#### Problem details:
A bare number is the only acceptable answer: how many lines of these entries include "水库西路"?
══ Entries provided
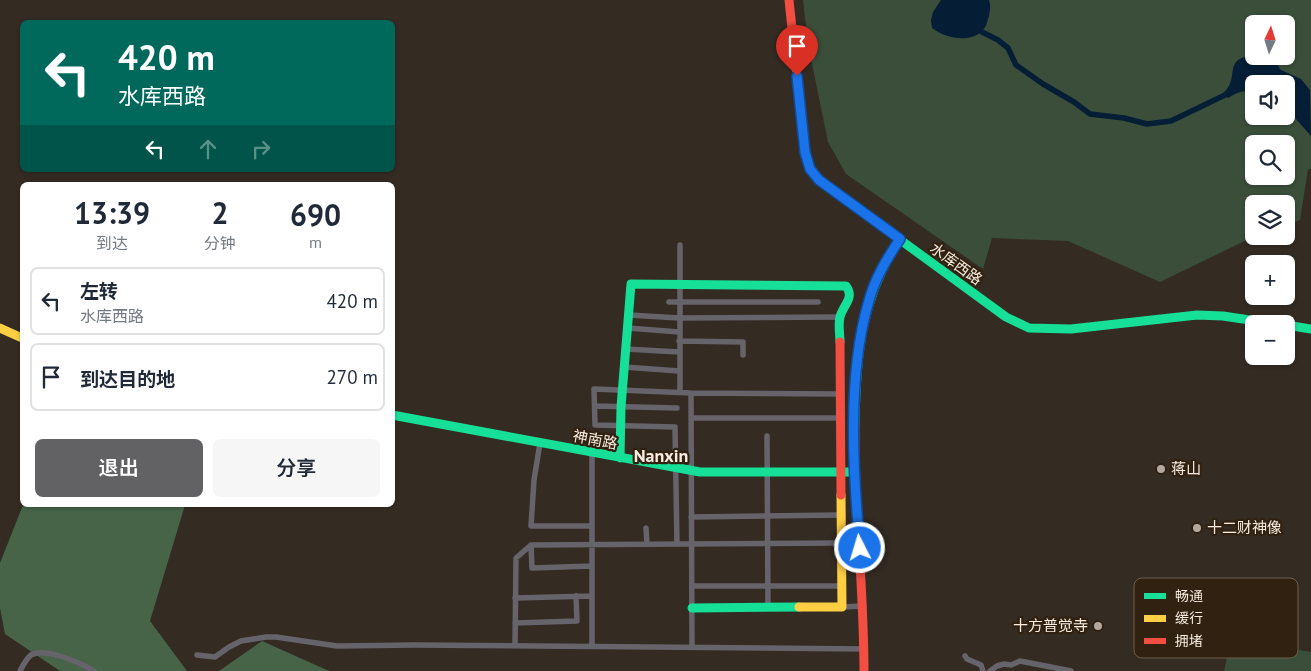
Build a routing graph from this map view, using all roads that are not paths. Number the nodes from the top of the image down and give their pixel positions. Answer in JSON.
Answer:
{"nodes":[{"id":1,"x":789,"y":0,"type":"edge"},
{"id":2,"x":900,"y":239,"type":"junction"},
{"id":3,"x":680,"y":245,"type":"dead end"},
{"id":4,"x":679,"y":284,"type":"junction"},
{"id":5,"x":669,"y":302,"type":"dead end"},
{"id":6,"x":679,"y":302,"type":"junction"},
{"id":7,"x":818,"y":302,"type":"dead end"},
{"id":8,"x":629,"y":315,"type":"junction"},
{"id":9,"x":840,"y":317,"type":"junction"},
{"id":10,"x":679,"y":318,"type":"junction"},
{"id":11,"x":1245,"y":319,"type":"edge"},
{"id":12,"x":1295,"y":326,"type":"edge"},
{"id":13,"x":0,"y":328,"type":"edge"},
{"id":14,"x":628,"y":328,"type":"junction"},
{"id":15,"x":1311,"y":329,"type":"edge"},
{"id":16,"x":679,"y":332,"type":"junction"},
{"id":17,"x":20,"y":337,"type":"edge"},
{"id":18,"x":679,"y":341,"type":"junction"},
{"id":19,"x":626,"y":349,"type":"junction"},
{"id":20,"x":679,"y":352,"type":"junction"},
{"id":21,"x":743,"y":355,"type":"dead end"},
{"id":22,"x":624,"y":367,"type":"junction"},
{"id":23,"x":679,"y":371,"type":"junction"},
{"id":24,"x":622,"y":390,"type":"junction"},
{"id":25,"x":680,"y":392,"type":"junction"},
{"id":26,"x":691,"y":393,"type":"junction"},
{"id":27,"x":840,"y":394,"type":"junction"},
{"id":28,"x":595,"y":406,"type":"junction"},
{"id":29,"x":621,"y":407,"type":"junction"},
{"id":30,"x":678,"y":408,"type":"dead end"},
{"id":31,"x":395,"y":416,"type":"edge"},
{"id":32,"x":691,"y":418,"type":"junction"},
{"id":33,"x":841,"y":418,"type":"junction"},
{"id":34,"x":620,"y":426,"type":"junction"},
{"id":35,"x":768,"y":436,"type":"dead end"},
{"id":36,"x":540,"y":443,"type":"junction"},
{"id":37,"x":592,"y":453,"type":"junction"},
{"id":38,"x":620,"y":458,"type":"junction"},
{"id":39,"x":676,"y":468,"type":"junction"},
{"id":40,"x":691,"y":471,"type":"junction"},
{"id":41,"x":768,"y":472,"type":"junction"},
{"id":42,"x":841,"y":472,"type":"junction"},
{"id":43,"x":855,"y":472,"type":"junction"},
{"id":44,"x":841,"y":515,"type":"junction"},
{"id":45,"x":691,"y":516,"type":"junction"},
{"id":46,"x":768,"y":516,"type":"junction"},
{"id":47,"x":592,"y":526,"type":"junction"},
{"id":48,"x":646,"y":528,"type":"dead end"},
{"id":49,"x":768,"y":543,"type":"junction"},
{"id":50,"x":842,"y":543,"type":"junction"},
{"id":51,"x":647,"y":544,"type":"junction"},
{"id":52,"x":677,"y":544,"type":"junction"},
{"id":53,"x":691,"y":544,"type":"junction"},
{"id":54,"x":531,"y":545,"type":"junction"},
{"id":55,"x":592,"y":545,"type":"junction"},
{"id":56,"x":592,"y":566,"type":"junction"},
{"id":57,"x":692,"y":586,"type":"junction"},
{"id":58,"x":768,"y":586,"type":"junction"},
{"id":59,"x":842,"y":586,"type":"junction"},
{"id":60,"x":576,"y":596,"type":"junction"},
{"id":61,"x":592,"y":596,"type":"junction"},
{"id":62,"x":516,"y":598,"type":"junction"},
{"id":63,"x":864,"y":606,"type":"junction"},
{"id":64,"x":842,"y":607,"type":"junction"},
{"id":65,"x":692,"y":608,"type":"junction"},
{"id":66,"x":768,"y":608,"type":"junction"},
{"id":67,"x":515,"y":623,"type":"junction"},
{"id":68,"x":515,"y":646,"type":"junction"},
{"id":69,"x":592,"y":646,"type":"junction"},
{"id":70,"x":692,"y":647,"type":"junction"},
{"id":71,"x":865,"y":649,"type":"junction"},
{"id":72,"x":197,"y":655,"type":"dead end"},
{"id":73,"x":965,"y":656,"type":"dead end"},
{"id":74,"x":20,"y":671,"type":"edge"},
{"id":75,"x":94,"y":671,"type":"edge"},
{"id":76,"x":864,"y":671,"type":"edge"},
{"id":77,"x":983,"y":671,"type":"edge"},
{"id":78,"x":990,"y":671,"type":"edge"},
{"id":79,"x":1071,"y":671,"type":"edge"}],
"edges":[{"from":1,"to":2,"type":"street","name":"水库西路"},
{"from":2,"to":11,"type":"street","name":"水库西路"},
{"from":2,"to":43,"type":"street"},
{"from":3,"to":4,"type":"street"},
{"from":4,"to":6,"type":"street"},
{"from":4,"to":8,"type":"street"},
{"from":4,"to":9,"type":"street"},
{"from":5,"to":6,"type":"street"},
{"from":6,"to":7,"type":"street"},
{"from":6,"to":10,"type":"street"},
{"from":8,"to":10,"type":"street"},
{"from":8,"to":14,"type":"street"},
{"from":9,"to":10,"type":"street"},
{"from":9,"to":27,"type":"street"},
{"from":10,"to":16,"type":"street"},
{"from":12,"to":15,"type":"street"},
{"from":13,"to":17,"type":"street"},
{"from":14,"to":16,"type":"street"},
{"from":14,"to":19,"type":"street"},
{"from":16,"to":18,"type":"street"},
{"from":18,"to":20,"type":"street"},
{"from":18,"to":21,"type":"street"},
{"from":19,"to":20,"type":"street"},
{"from":19,"to":22,"type":"street"},
{"from":20,"to":23,"type":"street"},
{"from":22,"to":23,"type":"street"},
{"from":22,"to":24,"type":"street"},
{"from":23,"to":25,"type":"street"},
{"from":24,"to":25,"type":"street"},
{"from":24,"to":28,"type":"street"},
{"from":24,"to":29,"type":"street"},
{"from":25,"to":26,"type":"street"},
{"from":26,"to":27,"type":"street"},
{"from":26,"to":32,"type":"street"},
{"from":27,"to":33,"type":"street"},
{"from":28,"to":29,"type":"street"},
{"from":28,"to":34,"type":"street"},
{"from":29,"to":30,"type":"street"},
{"from":29,"to":34,"type":"street"},
{"from":31,"to":36,"type":"street","name":"神南路"},
{"from":32,"to":33,"type":"street"},
{"from":32,"to":40,"type":"street"},
{"from":33,"to":42,"type":"street"},
{"from":34,"to":38,"type":"street"},
{"from":34,"to":39,"type":"street"},
{"from":35,"to":41,"type":"street"},
{"from":36,"to":37,"type":"street","name":"神南路"},
{"from":36,"to":47,"type":"street"},
{"from":37,"to":38,"type":"street","name":"神南路"},
{"from":37,"to":47,"type":"street"},
{"from":38,"to":39,"type":"street","name":"神南路"},
{"from":39,"to":40,"type":"street","name":"神南路"},
{"from":39,"to":52,"type":"street"},
{"from":40,"to":41,"type":"street","name":"神南路"},
{"from":40,"to":45,"type":"street"},
{"from":41,"to":42,"type":"street","name":"神南路"},
{"from":41,"to":46,"type":"street"},
{"from":42,"to":43,"type":"street","name":"神南路"},
{"from":42,"to":44,"type":"street"},
{"from":43,"to":63,"type":"street"},
{"from":44,"to":46,"type":"street"},
{"from":44,"to":50,"type":"street"},
{"from":45,"to":46,"type":"street"},
{"from":45,"to":53,"type":"street"},
{"from":46,"to":49,"type":"street"},
{"from":47,"to":55,"type":"street"},
{"from":48,"to":51,"type":"street"},
{"from":49,"to":50,"type":"street"},
{"from":49,"to":53,"type":"street"},
{"from":49,"to":58,"type":"street"},
{"from":50,"to":59,"type":"street"},
{"from":51,"to":52,"type":"street"},
{"from":51,"to":55,"type":"street"},
{"from":52,"to":53,"type":"street"},
{"from":53,"to":57,"type":"street"},
{"from":54,"to":55,"type":"street"},
{"from":54,"to":56,"type":"street"},
{"from":54,"to":62,"type":"street"},
{"from":55,"to":56,"type":"street"},
{"from":56,"to":61,"type":"street"},
{"from":57,"to":58,"type":"street"},
{"from":57,"to":65,"type":"street"},
{"from":58,"to":59,"type":"street"},
{"from":58,"to":66,"type":"street"},
{"from":59,"to":64,"type":"street"},
{"from":60,"to":61,"type":"street"},
{"from":60,"to":62,"type":"street"},
{"from":60,"to":67,"type":"street"},
{"from":61,"to":69,"type":"street"},
{"from":62,"to":67,"type":"street"},
{"from":63,"to":64,"type":"street"},
{"from":63,"to":71,"type":"street"},
{"from":64,"to":66,"type":"street"},
{"from":65,"to":66,"type":"street"},
{"from":65,"to":70,"type":"street"},
{"from":67,"to":68,"type":"street"},
{"from":68,"to":69,"type":"street"},
{"from":68,"to":72,"type":"street"},
{"from":69,"to":70,"type":"street"},
{"from":70,"to":71,"type":"street"},
{"from":71,"to":76,"type":"street"},
{"from":73,"to":77,"type":"street"},
{"from":74,"to":75,"type":"street"},
{"from":78,"to":79,"type":"street"}]}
════
#### Your solution:
2